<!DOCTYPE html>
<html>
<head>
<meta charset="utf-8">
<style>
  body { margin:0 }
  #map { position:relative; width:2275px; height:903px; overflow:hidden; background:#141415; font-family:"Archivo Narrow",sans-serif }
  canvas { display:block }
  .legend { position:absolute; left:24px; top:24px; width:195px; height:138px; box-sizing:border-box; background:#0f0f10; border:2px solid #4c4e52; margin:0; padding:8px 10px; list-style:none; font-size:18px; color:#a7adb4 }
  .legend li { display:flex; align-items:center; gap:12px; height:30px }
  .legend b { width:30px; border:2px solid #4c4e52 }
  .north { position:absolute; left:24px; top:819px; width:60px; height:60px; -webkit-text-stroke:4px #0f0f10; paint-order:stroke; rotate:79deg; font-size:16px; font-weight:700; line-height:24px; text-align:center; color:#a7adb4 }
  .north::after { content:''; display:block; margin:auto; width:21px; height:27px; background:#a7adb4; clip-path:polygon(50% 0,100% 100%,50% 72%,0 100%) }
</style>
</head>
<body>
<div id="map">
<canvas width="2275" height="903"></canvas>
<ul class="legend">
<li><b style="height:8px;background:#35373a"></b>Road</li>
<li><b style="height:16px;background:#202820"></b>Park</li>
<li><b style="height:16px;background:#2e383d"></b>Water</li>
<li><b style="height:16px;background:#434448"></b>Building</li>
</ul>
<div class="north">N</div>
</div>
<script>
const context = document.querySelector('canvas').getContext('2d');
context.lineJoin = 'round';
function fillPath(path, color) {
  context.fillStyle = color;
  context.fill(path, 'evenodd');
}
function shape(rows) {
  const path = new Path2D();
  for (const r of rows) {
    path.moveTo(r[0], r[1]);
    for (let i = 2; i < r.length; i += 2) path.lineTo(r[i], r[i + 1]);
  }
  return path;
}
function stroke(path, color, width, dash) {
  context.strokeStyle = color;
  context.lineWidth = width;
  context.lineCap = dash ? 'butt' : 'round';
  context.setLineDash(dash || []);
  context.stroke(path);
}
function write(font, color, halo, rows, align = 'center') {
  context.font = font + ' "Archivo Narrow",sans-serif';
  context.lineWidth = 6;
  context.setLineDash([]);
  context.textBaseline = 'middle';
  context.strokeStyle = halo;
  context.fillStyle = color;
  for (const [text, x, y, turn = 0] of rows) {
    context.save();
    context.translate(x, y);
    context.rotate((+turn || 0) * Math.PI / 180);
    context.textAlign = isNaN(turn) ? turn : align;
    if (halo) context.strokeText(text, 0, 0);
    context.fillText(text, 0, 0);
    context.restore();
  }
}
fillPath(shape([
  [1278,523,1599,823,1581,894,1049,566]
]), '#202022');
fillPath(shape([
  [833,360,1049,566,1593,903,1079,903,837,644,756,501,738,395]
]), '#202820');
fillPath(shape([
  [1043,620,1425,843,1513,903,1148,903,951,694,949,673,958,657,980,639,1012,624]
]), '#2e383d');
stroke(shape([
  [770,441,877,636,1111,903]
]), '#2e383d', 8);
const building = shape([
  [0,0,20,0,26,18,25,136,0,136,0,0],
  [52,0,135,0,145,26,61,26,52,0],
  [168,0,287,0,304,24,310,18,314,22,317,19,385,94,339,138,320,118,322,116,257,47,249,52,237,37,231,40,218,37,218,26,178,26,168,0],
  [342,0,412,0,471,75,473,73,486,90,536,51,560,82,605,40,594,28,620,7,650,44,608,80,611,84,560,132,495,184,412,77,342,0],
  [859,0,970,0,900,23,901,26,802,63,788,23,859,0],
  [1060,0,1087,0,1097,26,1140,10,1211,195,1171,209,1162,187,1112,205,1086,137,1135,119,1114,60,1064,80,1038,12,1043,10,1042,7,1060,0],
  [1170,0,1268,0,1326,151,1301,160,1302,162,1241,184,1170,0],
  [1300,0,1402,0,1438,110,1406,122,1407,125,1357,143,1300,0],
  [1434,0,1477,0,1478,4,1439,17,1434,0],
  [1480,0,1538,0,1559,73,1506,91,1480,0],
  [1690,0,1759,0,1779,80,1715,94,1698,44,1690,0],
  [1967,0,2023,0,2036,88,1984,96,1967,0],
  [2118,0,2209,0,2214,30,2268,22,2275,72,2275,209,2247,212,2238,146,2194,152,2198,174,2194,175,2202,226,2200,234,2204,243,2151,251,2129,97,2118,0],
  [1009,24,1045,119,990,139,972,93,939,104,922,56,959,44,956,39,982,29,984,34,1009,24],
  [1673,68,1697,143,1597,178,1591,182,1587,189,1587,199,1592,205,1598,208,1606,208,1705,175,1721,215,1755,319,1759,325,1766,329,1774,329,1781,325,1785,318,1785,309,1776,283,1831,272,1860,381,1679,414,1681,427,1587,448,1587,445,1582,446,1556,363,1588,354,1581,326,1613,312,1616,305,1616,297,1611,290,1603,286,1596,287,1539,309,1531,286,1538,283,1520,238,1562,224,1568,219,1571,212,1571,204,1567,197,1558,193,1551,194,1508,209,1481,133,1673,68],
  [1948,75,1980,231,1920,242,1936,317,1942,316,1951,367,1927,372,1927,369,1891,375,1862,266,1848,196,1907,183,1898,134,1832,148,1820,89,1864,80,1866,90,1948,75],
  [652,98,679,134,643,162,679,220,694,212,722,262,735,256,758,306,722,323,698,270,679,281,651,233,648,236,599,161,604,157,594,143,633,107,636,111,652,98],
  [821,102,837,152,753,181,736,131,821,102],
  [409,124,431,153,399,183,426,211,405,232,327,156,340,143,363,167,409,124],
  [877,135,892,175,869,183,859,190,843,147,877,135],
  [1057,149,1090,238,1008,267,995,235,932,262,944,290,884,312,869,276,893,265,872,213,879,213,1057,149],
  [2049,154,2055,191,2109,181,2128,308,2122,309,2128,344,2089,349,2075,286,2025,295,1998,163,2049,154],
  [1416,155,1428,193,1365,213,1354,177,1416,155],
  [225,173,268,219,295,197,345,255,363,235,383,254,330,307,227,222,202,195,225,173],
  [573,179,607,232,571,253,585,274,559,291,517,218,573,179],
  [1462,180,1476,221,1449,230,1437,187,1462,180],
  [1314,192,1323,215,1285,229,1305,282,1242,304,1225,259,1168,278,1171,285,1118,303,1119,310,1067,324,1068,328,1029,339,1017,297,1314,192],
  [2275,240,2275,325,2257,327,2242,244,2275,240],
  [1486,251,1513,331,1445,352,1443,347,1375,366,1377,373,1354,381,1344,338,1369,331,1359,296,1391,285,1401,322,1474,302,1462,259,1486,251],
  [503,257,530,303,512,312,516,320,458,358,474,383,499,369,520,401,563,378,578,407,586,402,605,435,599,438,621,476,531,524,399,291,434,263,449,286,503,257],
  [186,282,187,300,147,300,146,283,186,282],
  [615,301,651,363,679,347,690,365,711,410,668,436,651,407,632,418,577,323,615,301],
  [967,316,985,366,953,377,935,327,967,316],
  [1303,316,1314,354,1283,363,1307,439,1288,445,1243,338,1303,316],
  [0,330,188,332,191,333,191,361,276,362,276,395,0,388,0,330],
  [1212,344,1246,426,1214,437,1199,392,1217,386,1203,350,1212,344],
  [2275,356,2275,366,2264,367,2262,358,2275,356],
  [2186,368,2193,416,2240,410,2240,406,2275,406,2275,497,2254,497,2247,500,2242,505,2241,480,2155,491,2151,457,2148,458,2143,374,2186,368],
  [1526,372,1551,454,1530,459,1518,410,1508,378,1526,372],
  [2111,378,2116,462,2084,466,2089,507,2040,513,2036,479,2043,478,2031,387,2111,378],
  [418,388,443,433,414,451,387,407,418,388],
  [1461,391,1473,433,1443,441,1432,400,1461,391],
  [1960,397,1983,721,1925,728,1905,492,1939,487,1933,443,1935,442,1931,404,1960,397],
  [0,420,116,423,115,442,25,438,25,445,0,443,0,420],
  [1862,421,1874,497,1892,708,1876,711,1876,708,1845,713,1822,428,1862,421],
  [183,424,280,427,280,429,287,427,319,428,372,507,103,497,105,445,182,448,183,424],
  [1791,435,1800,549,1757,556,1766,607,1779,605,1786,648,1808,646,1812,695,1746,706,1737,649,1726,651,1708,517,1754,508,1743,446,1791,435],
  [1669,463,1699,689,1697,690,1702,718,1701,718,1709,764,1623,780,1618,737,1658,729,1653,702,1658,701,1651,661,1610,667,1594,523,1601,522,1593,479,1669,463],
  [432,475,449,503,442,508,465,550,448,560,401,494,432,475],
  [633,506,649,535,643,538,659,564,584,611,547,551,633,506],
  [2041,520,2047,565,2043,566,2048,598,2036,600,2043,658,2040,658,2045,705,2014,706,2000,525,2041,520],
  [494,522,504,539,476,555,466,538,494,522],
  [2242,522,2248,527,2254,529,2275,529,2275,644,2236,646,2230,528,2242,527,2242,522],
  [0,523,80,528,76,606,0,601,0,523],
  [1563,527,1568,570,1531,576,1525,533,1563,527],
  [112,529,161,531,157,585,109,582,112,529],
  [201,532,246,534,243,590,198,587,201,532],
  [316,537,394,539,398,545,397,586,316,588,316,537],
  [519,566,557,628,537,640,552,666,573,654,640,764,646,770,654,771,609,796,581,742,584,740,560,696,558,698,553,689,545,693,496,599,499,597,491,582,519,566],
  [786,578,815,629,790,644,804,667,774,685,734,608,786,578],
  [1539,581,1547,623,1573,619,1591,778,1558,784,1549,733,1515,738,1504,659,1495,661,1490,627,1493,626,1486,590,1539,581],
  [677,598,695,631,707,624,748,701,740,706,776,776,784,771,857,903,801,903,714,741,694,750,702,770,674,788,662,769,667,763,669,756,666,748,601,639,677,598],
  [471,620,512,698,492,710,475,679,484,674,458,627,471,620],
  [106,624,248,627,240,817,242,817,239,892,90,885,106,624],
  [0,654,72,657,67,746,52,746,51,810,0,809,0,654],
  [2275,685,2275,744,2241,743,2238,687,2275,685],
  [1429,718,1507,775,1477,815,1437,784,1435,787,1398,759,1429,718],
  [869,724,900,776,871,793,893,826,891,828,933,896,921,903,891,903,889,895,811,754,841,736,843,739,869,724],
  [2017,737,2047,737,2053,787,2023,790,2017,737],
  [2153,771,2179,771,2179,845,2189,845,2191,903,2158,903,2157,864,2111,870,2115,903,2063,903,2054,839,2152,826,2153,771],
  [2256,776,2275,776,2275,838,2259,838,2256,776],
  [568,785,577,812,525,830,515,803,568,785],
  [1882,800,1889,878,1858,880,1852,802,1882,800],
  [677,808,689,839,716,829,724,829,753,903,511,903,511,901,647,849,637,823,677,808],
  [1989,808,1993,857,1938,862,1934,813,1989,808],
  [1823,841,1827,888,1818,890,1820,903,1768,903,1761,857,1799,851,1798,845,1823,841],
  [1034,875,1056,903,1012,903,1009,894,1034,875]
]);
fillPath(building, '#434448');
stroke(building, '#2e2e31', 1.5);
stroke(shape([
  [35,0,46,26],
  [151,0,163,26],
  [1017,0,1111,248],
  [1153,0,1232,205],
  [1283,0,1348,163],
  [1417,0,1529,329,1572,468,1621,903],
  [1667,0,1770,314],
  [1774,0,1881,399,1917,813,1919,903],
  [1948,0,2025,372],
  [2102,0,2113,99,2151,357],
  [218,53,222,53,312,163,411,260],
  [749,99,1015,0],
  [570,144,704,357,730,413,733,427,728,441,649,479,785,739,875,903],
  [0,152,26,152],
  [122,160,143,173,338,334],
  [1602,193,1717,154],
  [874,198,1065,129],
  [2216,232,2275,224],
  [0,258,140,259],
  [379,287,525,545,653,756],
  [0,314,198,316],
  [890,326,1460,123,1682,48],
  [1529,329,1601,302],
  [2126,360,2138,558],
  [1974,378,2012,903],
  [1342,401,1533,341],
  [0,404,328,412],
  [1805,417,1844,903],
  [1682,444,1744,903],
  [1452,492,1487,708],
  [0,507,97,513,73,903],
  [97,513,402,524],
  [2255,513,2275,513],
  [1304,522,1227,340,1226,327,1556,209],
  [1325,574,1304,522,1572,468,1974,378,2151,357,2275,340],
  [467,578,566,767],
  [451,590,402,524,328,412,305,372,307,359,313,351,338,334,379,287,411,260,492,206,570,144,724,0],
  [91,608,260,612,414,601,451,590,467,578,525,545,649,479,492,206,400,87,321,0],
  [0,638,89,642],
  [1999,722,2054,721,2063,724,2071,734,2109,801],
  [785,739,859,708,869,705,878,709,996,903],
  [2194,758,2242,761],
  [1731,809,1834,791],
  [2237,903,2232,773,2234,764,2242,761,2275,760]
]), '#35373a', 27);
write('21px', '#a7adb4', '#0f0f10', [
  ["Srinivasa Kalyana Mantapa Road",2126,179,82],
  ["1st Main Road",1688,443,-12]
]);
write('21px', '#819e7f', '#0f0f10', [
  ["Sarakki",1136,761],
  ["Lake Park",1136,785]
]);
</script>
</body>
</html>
══════════
● **Try it**: A word-for-word copy of the entries, from the first line through the line containing "position:absolute; left:24px; top:819px;", is the whole answer.

● **Response box**:
<!DOCTYPE html>
<html>
<head>
<meta charset="utf-8">
<style>
  body { margin:0 }
  #map { position:relative; width:2275px; height:903px; overflow:hidden; background:#141415; font-family:"Archivo Narrow",sans-serif }
  canvas { display:block }
  .legend { position:absolute; left:24px; top:24px; width:195px; height:138px; box-sizing:border-box; background:#0f0f10; border:2px solid #4c4e52; margin:0; padding:8px 10px; list-style:none; font-size:18px; color:#a7adb4 }
  .legend li { display:flex; align-items:center; gap:12px; height:30px }
  .legend b { width:30px; border:2px solid #4c4e52 }
  .north { position:absolute; left:24px; top:819px; width:60px; height:60px; -webkit-text-stroke:4px #0f0f10; paint-order:stroke; rotate:79deg; font-size:16px; font-weight:700; line-height:24px; text-align:center; color:#a7adb4 }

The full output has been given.